I think that if art is powerful... as a healing agent, as a tool, as a social justice tool, as a community tool…there's so much potential, but it can be limiting if you don't actually let it work or let it heal, or let it advance.
Amaya Cooper: When did you realize that?
LW: Very early, I think I just started to see the hustle of the street artists and the vendors and then, just paying attention to the art world and artists that were just making work… They just kept making the same type of work about…lynchings or slavery… Black people enslaved, picking cotton, or hanging from trees, or…in these servitude positions… I just want to see images of beautiful Black and brown bodies. And in suits and natural hair… There's a certain image and performance and adoption of the American dream, or whiteness or Eurocentric beauty and standards that I just didn't subscribe to, so that influenced me to, of course, make portraits of beautiful Black people and like really amplify them.

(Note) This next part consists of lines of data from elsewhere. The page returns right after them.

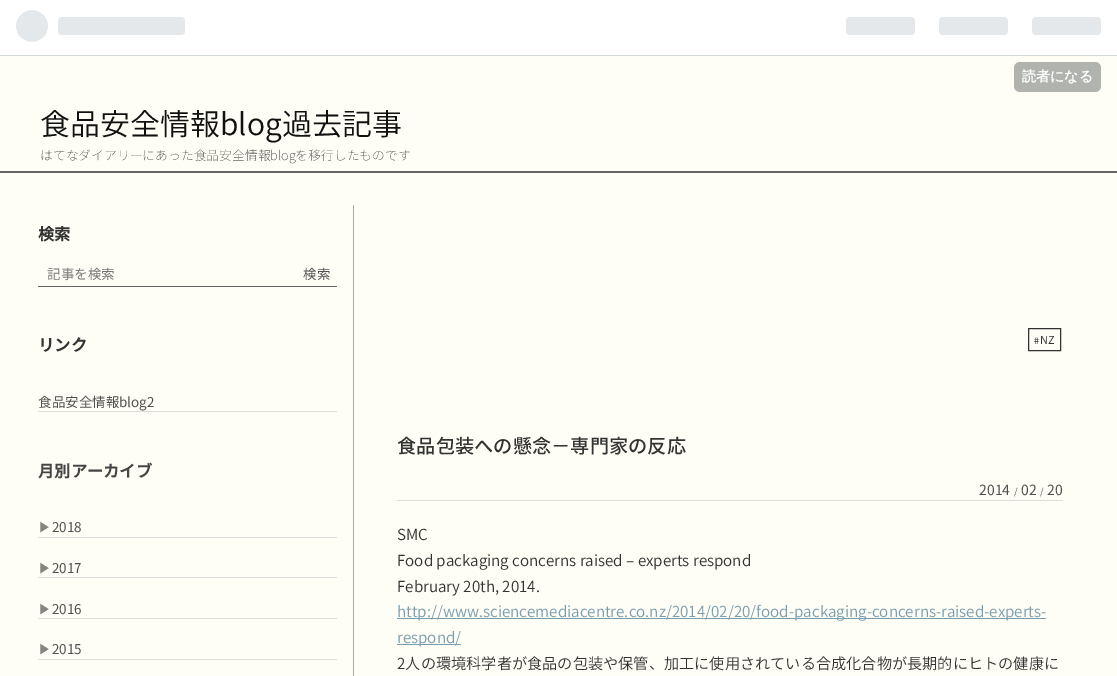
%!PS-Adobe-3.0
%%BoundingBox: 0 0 1117 676
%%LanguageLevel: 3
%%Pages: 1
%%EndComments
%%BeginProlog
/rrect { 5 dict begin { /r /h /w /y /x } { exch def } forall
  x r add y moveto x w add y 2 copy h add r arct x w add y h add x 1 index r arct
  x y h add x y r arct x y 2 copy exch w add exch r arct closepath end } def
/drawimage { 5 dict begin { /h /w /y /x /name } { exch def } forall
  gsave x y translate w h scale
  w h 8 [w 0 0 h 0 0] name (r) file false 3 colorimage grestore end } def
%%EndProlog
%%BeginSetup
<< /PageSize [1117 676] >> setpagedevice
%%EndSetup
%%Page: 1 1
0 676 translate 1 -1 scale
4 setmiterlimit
1 0.996 0.965 setrgbcolor
0 0 1117 676 rectfill
1 setgray
0 0 1117 55 rectfill
0.824 0.847 0.867 setrgbcolor
0 55 1117 1 rectfill
(images/1.raw) 16 10 169 32 drawimage
(images/2.raw) 846 17 255 18 drawimage
0.694 0.702 0.686 setrgbcolor
1014 62 87 30 6 rrect fill
0.4 setgray
0 171 1117 2 rectfill
0.667 setgray
353 205 1 471 rectfill
0.4 setgray
38 286 299 1 rectfill
0.867 setgray
38 411 299 1 rectfill
38 537 299 1 rectfill
38 577 299 1 rectfill
38 618 299 1 rectfill
38 659 299 1 rectfill
397 500 666 1 rectfill
0.2 setgray
1028.5 328.5 32 22 rectstroke
0.471 0.616 0.682 setrgbcolor
397 618 649 1 rectfill
397 644 64 1 rectfill
/WenQuanYiZenHei-Bold [14 0 0 -14 0 0] selectfont
1 setgray
1022 81 moveto (読者になる) show
/NotoSansJP-Light [30 0 0 -30 0 0] selectfont
0.067 setgray
40 135 moveto (食品安全情報blog過去記事) show
/NotoSansJP-Thin [12.8 0 0 -12.8 0 0] selectfont
0.2 setgray
40 160 moveto (はてなダイアリーにあった食品安全情報blogを移行したものです) show
/NotoSansJP-Bold [16.25 0 0 -16.25 0 0] selectfont
38 240 moveto (検索) show
/NotoSansJP-Regular [13.5 0 0 -13.5 0 0] selectfont
0.459 setgray
47 279 moveto (記事を検索) show
0.314 setgray
303 279 moveto (検索) show
/NotoSansJP-Bold [16.25 0 0 -16.25 0 0] selectfont
0.2 setgray
38 351 moveto (リンク) show
/NotoSansJP-Regular [13.5 0 0 -13.5 0 0] selectfont
0.314 setgray
38 407 moveto (食品安全情報blog2) show
/NotoSansJP-Bold [16.25 0 0 -16.25 0 0] selectfont
0.271 setgray
38 477 moveto (月別アーカイブ) show
/WenQuanYiZenHei-Medium [13.5 0 0 -13.5 0 0] selectfont
0.522 0.518 0.506 setrgbcolor
38 532 moveto (▶) show
/NotoSansJP-Regular [13.5 0 0 -13.5 0 0] selectfont
0.314 setgray
52 532 moveto (2018) show
/WenQuanYiZenHei-Medium [13.5 0 0 -13.5 0 0] selectfont
0.522 0.518 0.506 setrgbcolor
38 573 moveto (▶) show
/NotoSansJP-Regular [13.5 0 0 -13.5 0 0] selectfont
0.314 setgray
52 573 moveto (2017) show
/WenQuanYiZenHei-Medium [13.5 0 0 -13.5 0 0] selectfont
0.522 0.518 0.506 setrgbcolor
38 614 moveto (▶) show
/NotoSansJP-Regular [13.5 0 0 -13.5 0 0] selectfont
0.314 setgray
52 614 moveto (2016) show
/WenQuanYiZenHei-Medium [13.5 0 0 -13.5 0 0] selectfont
0.522 0.518 0.506 setrgbcolor
38 654 moveto (▶) show
/NotoSansJP-Regular [13.5 0 0 -13.5 0 0] selectfont
0.314 setgray
52 654 moveto (2015) show
/NotoSansJP-Regular [9 0 0 -9 0 0] selectfont
0.2 setgray
1034 344 moveto (#) show
/NotoSansJP-Regular [11 0 0 -11 0 0] selectfont
1040 344 moveto (NZ) show
/NotoSansJP-Medium [19.25 0 0 -19.25 0 0] selectfont
397 453 moveto (食品包装への懸念−専門家の反応) show
/NotoSansJP-Regular [14 0 0 -14 0 0] selectfont
0.314 setgray
979 495 moveto (2014) show
/NotoSansJP-Regular [9 0 0 -9 0 0] selectfont
1014 495 moveto (/) show
/NotoSansJP-Regular [14 0 0 -14 0 0] selectfont
1021 495 moveto (02) show
/NotoSansJP-Regular [9 0 0 -9 0 0] selectfont
1040 495 moveto (/) show
/NotoSansJP-Regular [14 0 0 -14 0 0] selectfont
1047 495 moveto (20) show
/NotoSansJP-Light [15.2 0 0 -15.2 0 0] selectfont
0.2 setgray
397 540 moveto (SMC) show
397 566 moveto (Food packaging concerns raised – experts respond) show
397 592 moveto (February 20th, 2014.) show
0.471 0.616 0.682 setrgbcolor
397 617 moveto (http://www.sciencemediacentre.co.nz/2014/02/20/food-packaging-concerns-raised-experts-) show
397 643 moveto (respond/) show
0.2 setgray
397 669 moveto (2人の環境科学者が食品の包装や保管、加工に使用されている合成化合物が長期的にヒトの健康に) show
showpage
%%EOF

And while race informs Lorna’s experience as a queer person from the South, she refuses to confine her art to that perspective alone, allowing her space to radically expand and grow both as an individual and as an artist. Her pivot from painting and collage to sculpture gave her the freedom to explore concepts of the body with greater creativity, highlighting the nuanced interplay between natural and human-made objects.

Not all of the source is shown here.